Original publication 'Toetsvragen schrijven' 1983 Utrecht: Het Spectrum, Aula 809, Onderwijskundige Reeks voor het Hoger Onderwijs ISBN 90-274-6674-0. The 2006 text is a revised text. The integral 1983 text is available at www.benwilbrink.nl/publicaties/83ToetsvragenAula.pdf.

Item writing

Techniques for the design of items for teacher-made tests

4. Test items on individual terms


Ben Wilbrink

this database of examples has yet to be constructed. Suggestions? Mail me.

The most basic concepts are the words of one's mother language. Paul Bloom (2000) has written down everything he knows about how children learn the meanings of words. Therefore his text contains many examples of how the correctness of meanings is tested in daily discourse and activities.

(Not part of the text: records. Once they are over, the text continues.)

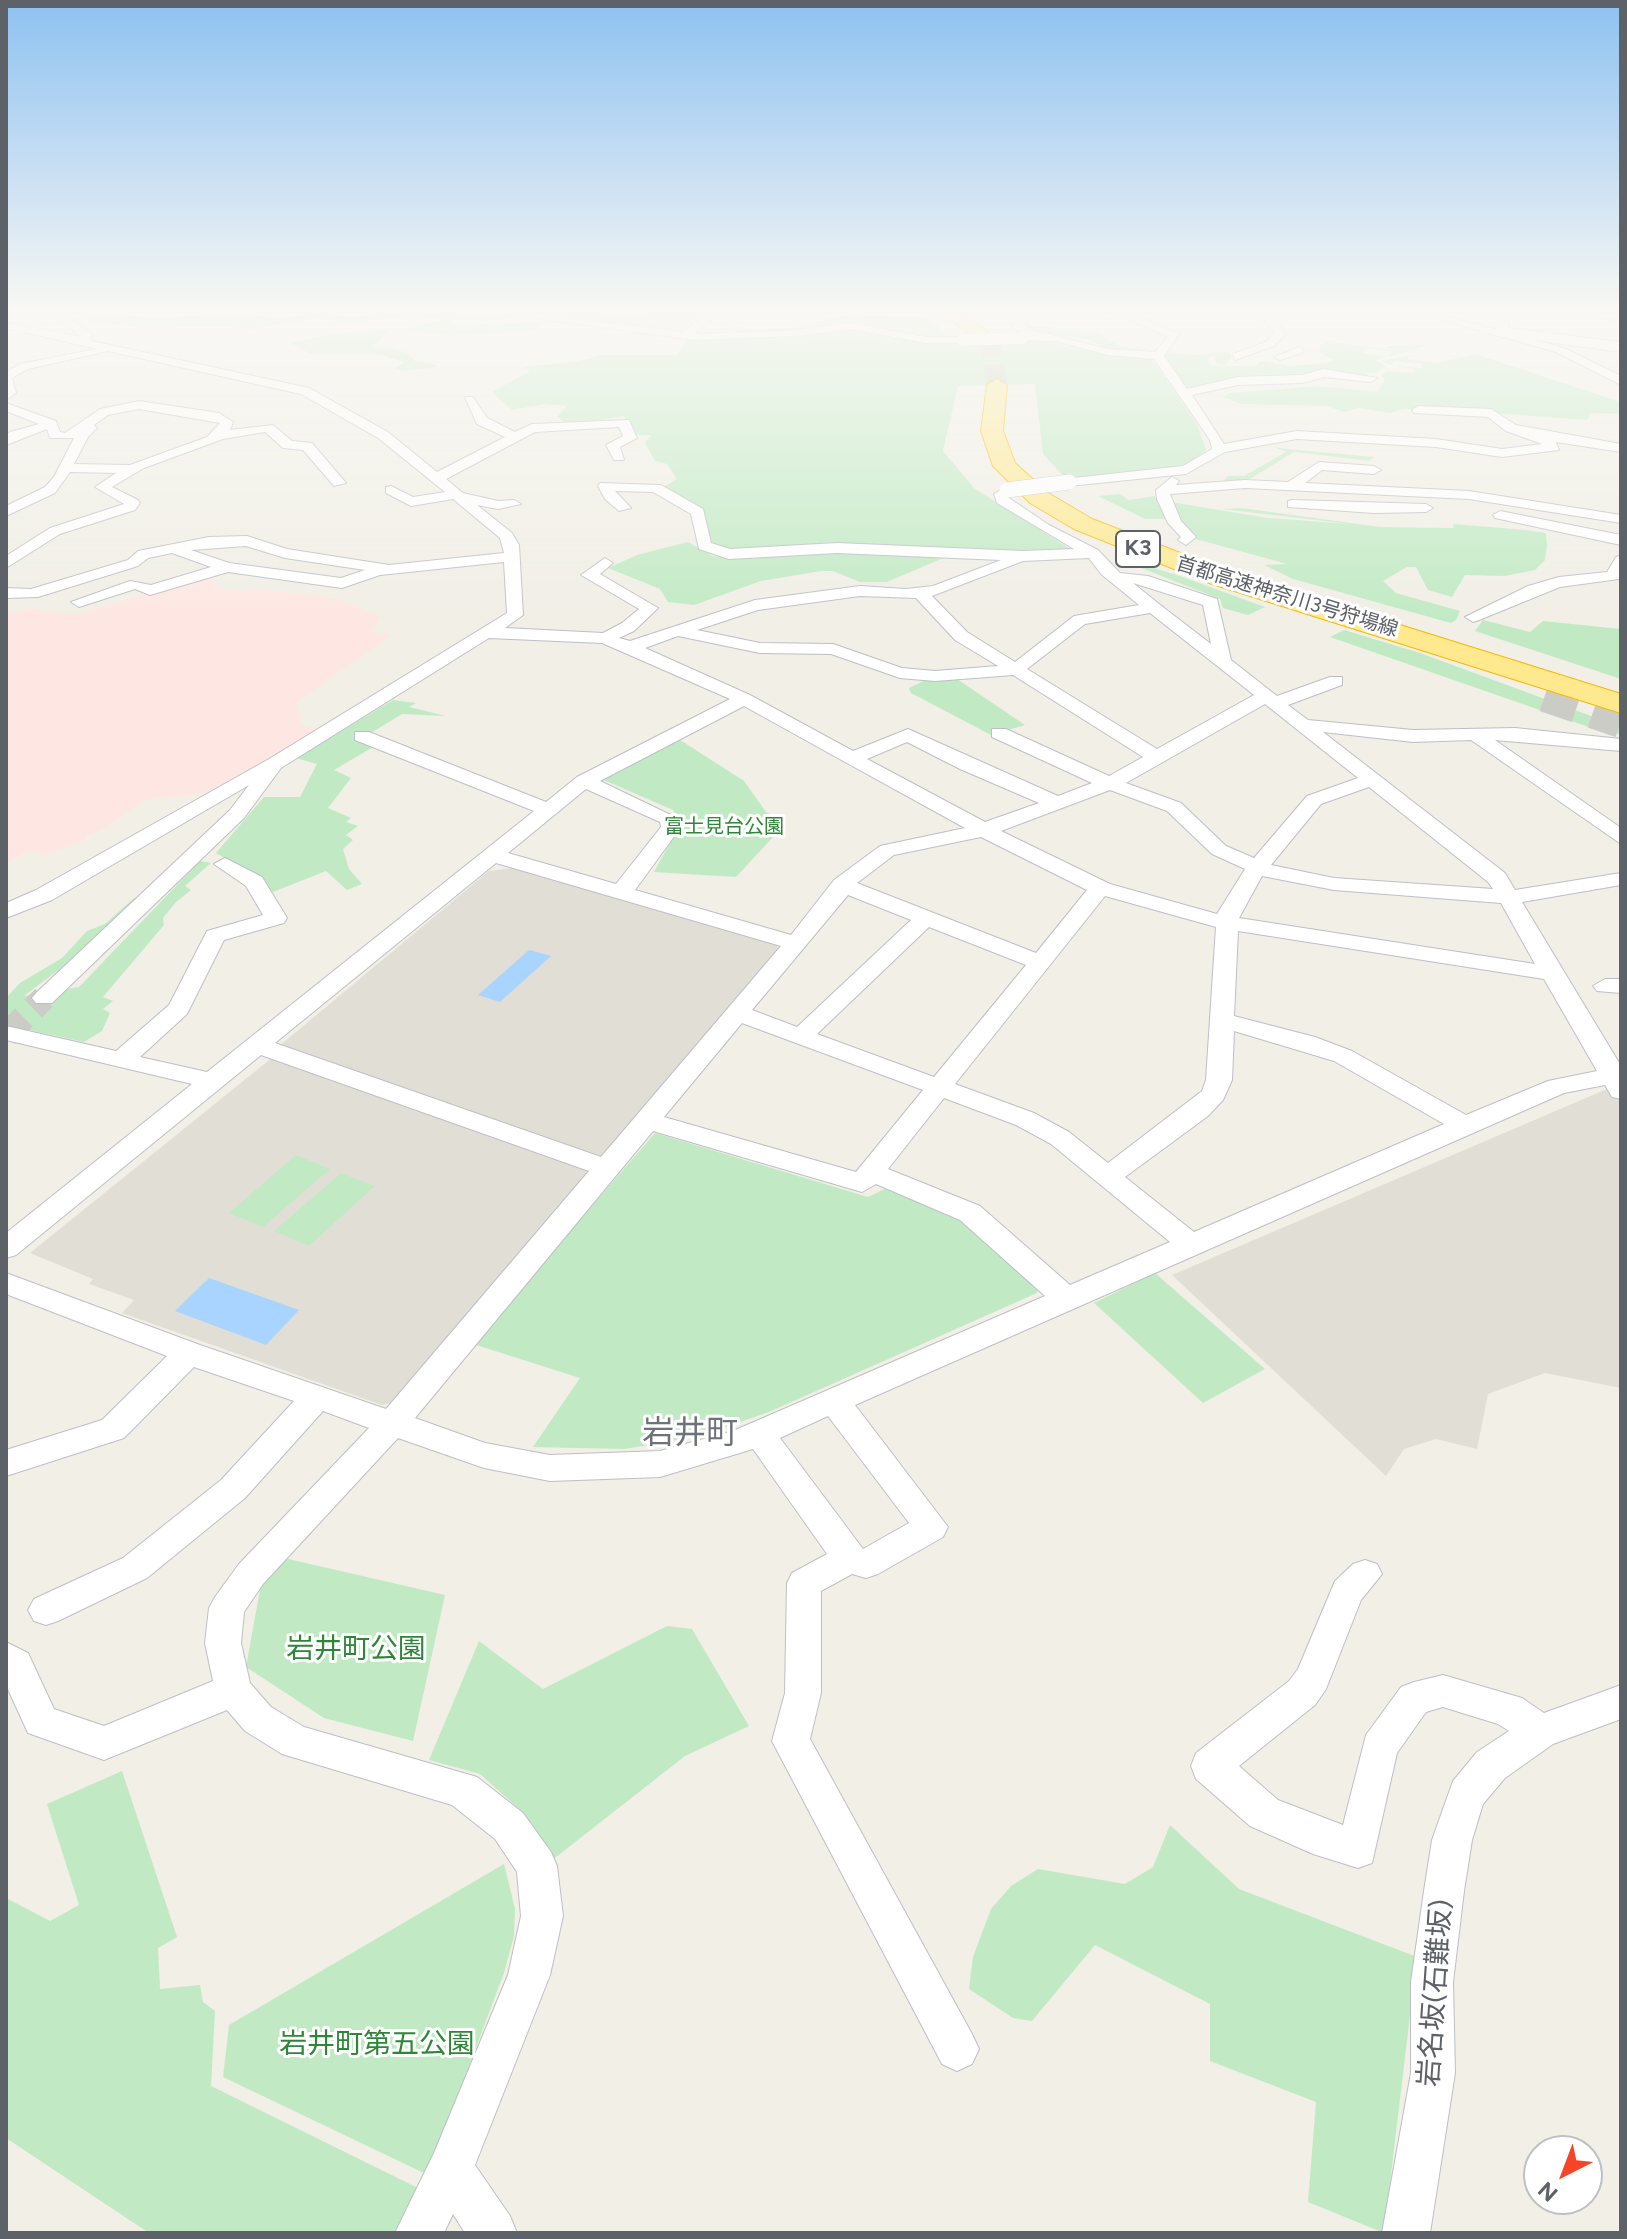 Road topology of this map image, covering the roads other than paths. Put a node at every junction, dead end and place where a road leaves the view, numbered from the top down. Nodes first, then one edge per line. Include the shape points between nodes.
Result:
1 (23, 413) edge
2 (102, 413) edge
3 (204, 413) edge
4 (345, 413) edge
5 (477, 413) edge
6 (997, 413) tunnel mouth
7 (1008, 413) tunnel mouth
8 (1197, 413) edge
9 (1473, 413) edge
10 (1492, 413) edge
11 (1417, 415) dead end
12 (1322, 420) dead end
13 (51, 424) junction
14 (94, 425) dead end
15 (220, 435) junction
16 (1342, 436) junction
17 (1540, 436) junction
18 (515, 437) junction
19 (6, 441) edge
20 (1621, 448) edge
21 (1219, 449) junction
22 (619, 457) dead end
23 (67, 468) junction
24 (131, 469) junction
25 (1186, 470) junction
26 (1374, 470) dead end
27 (1154, 474) junction
28 (435, 479) junction
29 (339, 483) dead end
30 (1266, 485) junction
31 (1291, 486) junction
32 (1165, 488) junction
33 (391, 490) dead end
34 (454, 495) junction
35 (514, 504) dead end
36 (619, 509) dead end
37 (6, 512) edge
38 (1621, 519) edge
39 (1621, 540) edge
40 (1176, 544) junction
41 (173, 549) junction
42 (1093, 553) junction
43 (1023, 556) junction
44 (512, 557) junction
45 (1621, 560) edge
46 (6, 563) edge
47 (605, 563) dead end
48 (227, 567) junction
49 (388, 569) junction
50 (1116, 578) junction
51 (6, 593) edge
52 (921, 594) junction
53 (79, 602) dead end
54 (1153, 607) junction
55 (1473, 617) dead end
56 (1374, 620) junction
57 (676, 631) junction
58 (488, 633) junction
59 (605, 638) junction
60 (630, 647) junction
61 (1223, 662) junction
62 (1015, 670) junction
63 (1336, 681) dead end
64 (1558, 682) junction
65 (1621, 685) edge
66 (1621, 694) edge
67 (744, 699) junction
68 (1271, 700) junction
69 (1621, 704) edge
70 (1306, 725) junction
71 (999, 733) dead end
72 (362, 736) dead end
73 (1477, 736) junction
74 (1621, 745) edge
75 (1157, 757) junction
76 (852, 758) junction
77 (276, 763) junction
78 (1374, 779) junction
79 (584, 781) junction
80 (1109, 784) junction
81 (1057, 803) junction
82 (547, 809) junction
83 (984, 830) junction
84 (1621, 838) edge
85 (491, 855) junction
86 (209, 857) junction
87 (1256, 869) junction
88 (1621, 879) edge
89 (842, 885) junction
90 (1100, 888) junction
91 (621, 893) junction
92 (1510, 897) junction
93 (6, 911) edge
94 (926, 918) junction
95 (1227, 923) junction
96 (795, 943) junction
97 (1039, 962) junction
98 (1551, 973) junction
99 (44, 998) tunnel mouth
100 (737, 1013) junction
101 (1221, 1020) junction
102 (6, 1033) edge
103 (801, 1036) junction
104 (257, 1045) junction
105 (121, 1060) junction
106 (1618, 1080) edge
107 (212, 1081) junction
108 (941, 1088) junction
109 (646, 1120) junction
110 (1465, 1125) junction
111 (606, 1168) junction
112 (871, 1172) junction
113 (1109, 1176) junction
114 (1190, 1244) junction
115 (6, 1248) edge
116 (6, 1283) edge
117 (1066, 1298) junction
118 (189, 1353) junction
119 (316, 1398) junction
120 (834, 1401) junction
121 (391, 1425) junction
122 (759, 1433) junction
123 (6, 1463) edge
124 (849, 1559) junction
125 (1365, 1574) dead end
126 (46, 1610) dead end
127 (6, 1658) edge
128 (233, 1690) junction
129 (1621, 1702) edge
130 (1540, 1732) junction
131 (957, 2049) dead end
132 (450, 2169) junction
133 (419, 2233) edge
134 (493, 2233) edge
135 (1406, 2233) edge

1 - 13 street
2 - 13 street via 67,437 55,435
3 - 15 street via 227,422
4 - 28 street via 383,435
5 - 18 street
6 - 56 highway, 首都高速神奈川3号狩場線 / K3 via 992,431 1005,466 1051,506 1184,571
7 - 40 highway, 首都高速神奈川3号狩場線 / K3 via 1011,435 1033,474 1082,510
8 - 21 street
9 - 11 street
10 - 17 street via 1511,428
12 - 16 street
13 - 19 street
14 - 23 street via 82,435
15 - 24 street
15 - 29 street via 268,428 288,445 307,446
16 - 17 street via 1502,453 1554,447
16 - 21 street via 1287,436
17 - 20 street
18 - 22 street via 532,428 624,423 630,438 613,445
18 - 28 street
21 - 25 street
23 - 24 street
23 - 37 street via 44,495
24 - 46 street via 102,487 133,503 130,507 55,531
25 - 27 street
25 - 32 street
26 - 31 street via 1319,466
27 - 32 street
27 - 42 street, bridge via 1007,490 1000,497
28 - 34 street
30 - 31 street
30 - 32 street
30 - 39 street via 1271,502 1374,509 1449,507
31 - 38 street via 1478,496
32 - 40 street via 1171,516 1189,537
33 - 34 street via 411,502
34 - 35 street
34 - 44 street via 507,536
36 - 43 street via 605,486 656,488 698,512 704,546 729,554 837,548
40 - 56 highway, 首都高速神奈川3号狩場線
41 - 48 street
41 - 49 street via 247,541 285,553
41 - 51 street via 143,554 133,563 32,594
42 - 43 street
42 - 50 street
43 - 52 street
44 - 49 street
44 - 58 street via 515,615
45 - 55 street via 1613,576 1534,589
47 - 59 street via 589,575 650,608
48 - 49 street via 342,583
48 - 53 street via 150,590 136,584
50 - 54 street
50 - 61 street via 1142,579 1211,602
52 - 57 street via 860,591 755,605
52 - 62 street via 961,636
54 - 61 street
54 - 62 street via 1080,620
56 - 64 highway, 首都高速神奈川3号狩場線
56 - 64 highway via 1433,651
57 - 60 street
57 - 62 street via 760,648 833,649 917,675
58 - 59 street
58 - 77 street
59 - 60 street
60 - 67 street
61 - 68 street
62 - 75 street
63 - 68 street
64 - 65 highway
64 - 66 highway, 首都高速神奈川3号狩場線
64 - 69 highway, 首都高速神奈川3号狩場線
67 - 76 street
67 - 79 street
68 - 70 street
68 - 75 street
70 - 73 street via 1377,734
70 - 78 street
71 - 80 street
72 - 82 street
73 - 74 street via 1515,734
73 - 84 street
75 - 80 street
76 - 81 street via 908,735
76 - 83 street
77 - 86 street
77 - 93 street via 44,895
78 - 87 street via 1314,800
78 - 92 street via 1497,878
79 - 82 street
79 - 91 street via 669,819 671,827
80 - 81 street
80 - 87 street via 1174,807 1219,850
81 - 83 street
82 - 85 street
83 - 89 street via 887,850
83 - 90 street
85 - 91 street
85 - 104 street
86 - 99 street
86 - 105 street via 254,882 276,918 215,936 179,1009
87 - 92 street via 1334,884
87 - 95 street
88 - 92 street
89 - 94 street
89 - 96 street
90 - 95 street
90 - 97 street
91 - 96 street
92 - 98 street
94 - 97 street
94 - 103 street
95 - 98 street
95 - 101 street
96 - 100 street
97 - 108 street
98 - 106 street
100 - 103 street
100 - 109 street
101 - 110 street via 1343,1056
101 - 113 street via 1214,1094
102 - 105 street
103 - 108 street
104 - 107 street
104 - 111 street
105 - 107 street
106 - 110 street via 1557,1087
107 - 115 street
108 - 112 street
108 - 113 street via 1025,1119
109 - 111 street
109 - 112 street via 862,1183
110 - 114 street
111 - 121 street
112 - 117 street via 970,1213
113 - 114 street
114 - 117 street
116 - 118 street
117 - 120 street
118 - 119 street
118 - 123 street via 113,1429
119 - 121 street
119 - 126 street via 233,1489 135,1568
120 - 122 street
120 - 124 street via 931,1527 866,1564
121 - 122 street via 484,1455 550,1468 595,1469 660,1464
121 - 128 street via 251,1574 227,1608 223,1643
122 - 124 street
124 - 131 street via 804,1583 803,1693 791,1741
125 - 130 street via 1347,1591 1313,1678 1302,1693 1210,1766 1264,1813 1358,1849 1379,1747 1414,1699 1443,1691 1509,1710
127 - 128 street via 15,1664 41,1721 104,1743
128 - 132 street via 258,1719 295,1742 463,1790 509,1826 537,1866 542,1916 529,1975
129 - 130 street, 岩名坂(石難坂)
130 - 135 street, 岩名坂(石難坂) via 1491,1765 1467,1794 1452,1840 1432,1982 1433,2073
132 - 133 street
132 - 134 street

Word learning, and especially the learning of names for things, certainly seems like a simple process, at least to scholars who are not directly engaged in its study. [Bloom, p. 3]

As an item writer, you are directly engaged in the intricacies of the learning of (the meaning) of words, for you will be asking for those meanings. Be assured you will time and again naively assume the learning of new words, terms or concepts to be a straightforward as well as simple thing. Try to remember there is nothing that is simple here, that items testing for meaning need not be easy at all. Bloom uses an example from Quine (1960) to drive the point home: a linguist visiting a new tribe might note that a rabbit rushing by seems to be called gavagai. Can she be sure that gavagai is what we mean by rabbit? Quine: she can never be sure, there is an infinity of other possible meanings. This state of affairs has many implications, one of them being that it is not possible to design a test item that will establish beyond doubt that the test taker is using the term gavagai in the same way we do rabbit, or the concept of number in the way the textbook intends it. It is possible to test for differences in meaning, though, in just the same way one may try to falsify hypotheses. In the physics course, there is more to testing for the correct understanding of the term force then directly asking for it: some naive misunderstanding might still exist, and had better be tested for more directly.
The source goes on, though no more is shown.